#### THE TASK:
Output the listing below verbatim, but drop the images.

#### RECORDS PROVIDED:
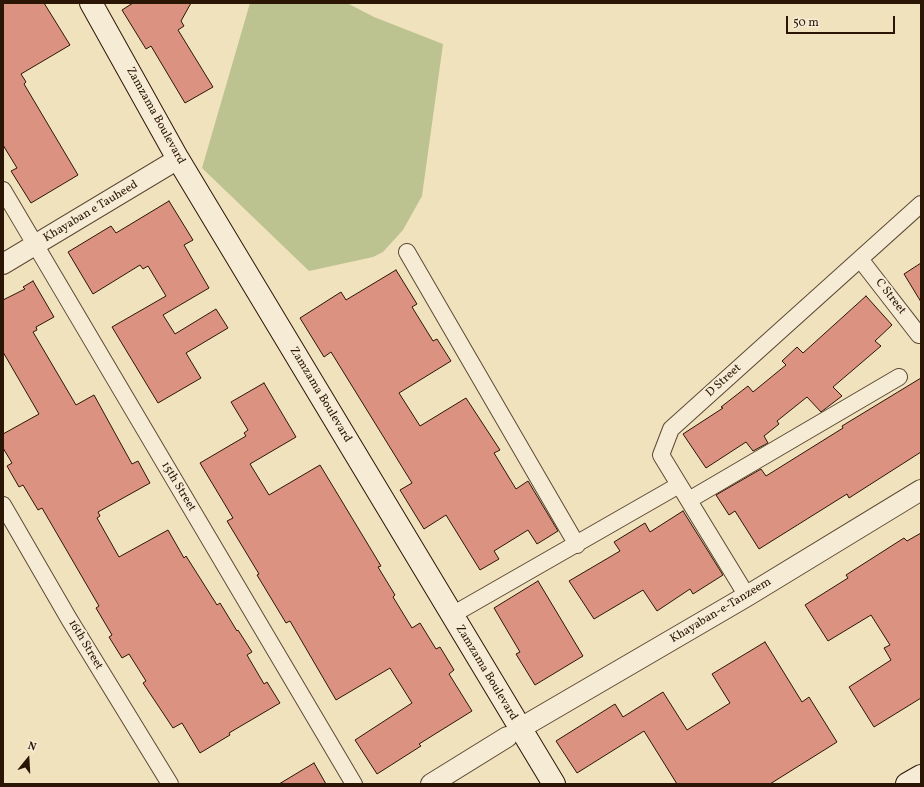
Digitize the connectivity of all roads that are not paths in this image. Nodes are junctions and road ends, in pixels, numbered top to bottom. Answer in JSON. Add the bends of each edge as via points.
{"nodes":[{"id":1,"x":76,"y":3,"type":"edge"},
{"id":2,"x":91,"y":3,"type":"edge"},
{"id":3,"x":172,"y":162,"type":"junction"},
{"id":4,"x":3,"y":190,"type":"edge"},
{"id":5,"x":921,"y":204,"type":"edge"},
{"id":6,"x":35,"y":245,"type":"junction"},
{"id":7,"x":407,"y":252,"type":"dead end"},
{"id":8,"x":860,"y":259,"type":"junction"},
{"id":9,"x":3,"y":264,"type":"edge"},
{"id":10,"x":921,"y":334,"type":"edge"},
{"id":11,"x":899,"y":377,"type":"dead end"},
{"id":12,"x":679,"y":485,"type":"junction"},
{"id":13,"x":921,"y":490,"type":"edge"},
{"id":14,"x":689,"y":500,"type":"junction"},
{"id":15,"x":3,"y":505,"type":"edge"},
{"id":16,"x":577,"y":545,"type":"junction"},
{"id":17,"x":747,"y":596,"type":"junction"},
{"id":18,"x":452,"y":615,"type":"junction"},
{"id":19,"x":513,"y":733,"type":"junction"},
{"id":20,"x":921,"y":776,"type":"edge"},
{"id":21,"x":170,"y":784,"type":"edge"},
{"id":22,"x":354,"y":784,"type":"edge"},
{"id":23,"x":431,"y":784,"type":"edge"},
{"id":24,"x":536,"y":784,"type":"edge"},
{"id":25,"x":554,"y":784,"type":"edge"},
{"id":26,"x":907,"y":784,"type":"edge"}],
"edges":[{"from":1,"to":3,"type":"main road","name":"Zamzama Boulevard"},
{"from":2,"to":3,"type":"main road","name":"Zamzama Boulevard"},
{"from":3,"to":6,"type":"street","name":"Khayaban e Tauheed"},
{"from":3,"to":18,"type":"main road","name":"Zamzama Boulevard"},
{"from":3,"to":19,"type":"main road","name":"Zamzama Boulevard"},
{"from":4,"to":6,"type":"street","name":"15th Street"},
{"from":5,"to":8,"type":"street","name":"D Street"},
{"from":6,"to":9,"type":"street","name":"Khayaban e Tauheed"},
{"from":6,"to":22,"type":"street","name":"15th Street"},
{"from":7,"to":16,"type":"street"},
{"from":8,"to":10,"type":"street","name":"C Street","via":[[919,335]]},
{"from":8,"to":12,"type":"street","name":"D Street","via":[[671,429],[661,455]]},
{"from":11,"to":14,"type":"street"},
{"from":12,"to":14,"type":"street","name":"D Street"},
{"from":12,"to":16,"type":"street"},
{"from":13,"to":17,"type":"street","name":"Khayaban-e-Tanzeem"},
{"from":14,"to":17,"type":"street","name":"D Street"},
{"from":15,"to":21,"type":"street","name":"16th Street"},
{"from":16,"to":18,"type":"street"},
{"from":17,"to":19,"type":"street","name":"Khayaban-e-Tanzeem"},
{"from":18,"to":19,"type":"main road","name":"Zamzama Boulevard"},
{"from":19,"to":23,"type":"street","name":"Khayaban-e-Tanzeem"},
{"from":19,"to":24,"type":"main road","name":"Zamzama Boulevard"},
{"from":19,"to":25,"type":"main road","name":"Zamzama Boulevard"},
{"from":20,"to":26,"type":"main road"}]}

#### SOLUTION TO THE PROBLEM:
Digitize the connectivity of all roads that are not paths in this image. Nodes are junctions and road ends, in pixels, numbered top to bottom. Answer in JSON. Add the bends of each edge as via points.
{"nodes":[{"id":1,"x":76,"y":3,"type":"edge"},
{"id":2,"x":91,"y":3,"type":"edge"},
{"id":3,"x":172,"y":162,"type":"junction"},
{"id":4,"x":3,"y":190,"type":"edge"},
{"id":5,"x":921,"y":204,"type":"edge"},
{"id":6,"x":35,"y":245,"type":"junction"},
{"id":7,"x":407,"y":252,"type":"dead end"},
{"id":8,"x":860,"y":259,"type":"junction"},
{"id":9,"x":3,"y":264,"type":"edge"},
{"id":10,"x":921,"y":334,"type":"edge"},
{"id":11,"x":899,"y":377,"type":"dead end"},
{"id":12,"x":679,"y":485,"type":"junction"},
{"id":13,"x":921,"y":490,"type":"edge"},
{"id":14,"x":689,"y":500,"type":"junction"},
{"id":15,"x":3,"y":505,"type":"edge"},
{"id":16,"x":577,"y":545,"type":"junction"},
{"id":17,"x":747,"y":596,"type":"junction"},
{"id":18,"x":452,"y":615,"type":"junction"},
{"id":19,"x":513,"y":733,"type":"junction"},
{"id":20,"x":921,"y":776,"type":"edge"},
{"id":21,"x":170,"y":784,"type":"edge"},
{"id":22,"x":354,"y":784,"type":"edge"},
{"id":23,"x":431,"y":784,"type":"edge"},
{"id":24,"x":536,"y":784,"type":"edge"},
{"id":25,"x":554,"y":784,"type":"edge"},
{"id":26,"x":907,"y":784,"type":"edge"}],
"edges":[{"from":1,"to":3,"type":"main road","name":"Zamzama Boulevard"},
{"from":2,"to":3,"type":"main road","name":"Zamzama Boulevard"},
{"from":3,"to":6,"type":"street","name":"Khayaban e Tauheed"},
{"from":3,"to":18,"type":"main road","name":"Zamzama Boulevard"},
{"from":3,"to":19,"type":"main road","name":"Zamzama Boulevard"},
{"from":4,"to":6,"type":"street","name":"15th Street"},
{"from":5,"to":8,"type":"street","name":"D Street"},
{"from":6,"to":9,"type":"street","name":"Khayaban e Tauheed"},
{"from":6,"to":22,"type":"street","name":"15th Street"},
{"from":7,"to":16,"type":"street"},
{"from":8,"to":10,"type":"street","name":"C Street","via":[[919,335]]},
{"from":8,"to":12,"type":"street","name":"D Street","via":[[671,429],[661,455]]},
{"from":11,"to":14,"type":"street"},
{"from":12,"to":14,"type":"street","name":"D Street"},
{"from":12,"to":16,"type":"street"},
{"from":13,"to":17,"type":"street","name":"Khayaban-e-Tanzeem"},
{"from":14,"to":17,"type":"street","name":"D Street"},
{"from":15,"to":21,"type":"street","name":"16th Street"},
{"from":16,"to":18,"type":"street"},
{"from":17,"to":19,"type":"street","name":"Khayaban-e-Tanzeem"},
{"from":18,"to":19,"type":"main road","name":"Zamzama Boulevard"},
{"from":19,"to":23,"type":"street","name":"Khayaban-e-Tanzeem"},
{"from":19,"to":24,"type":"main road","name":"Zamzama Boulevard"},
{"from":19,"to":25,"type":"main road","name":"Zamzama Boulevard"},
{"from":20,"to":26,"type":"main road"}]}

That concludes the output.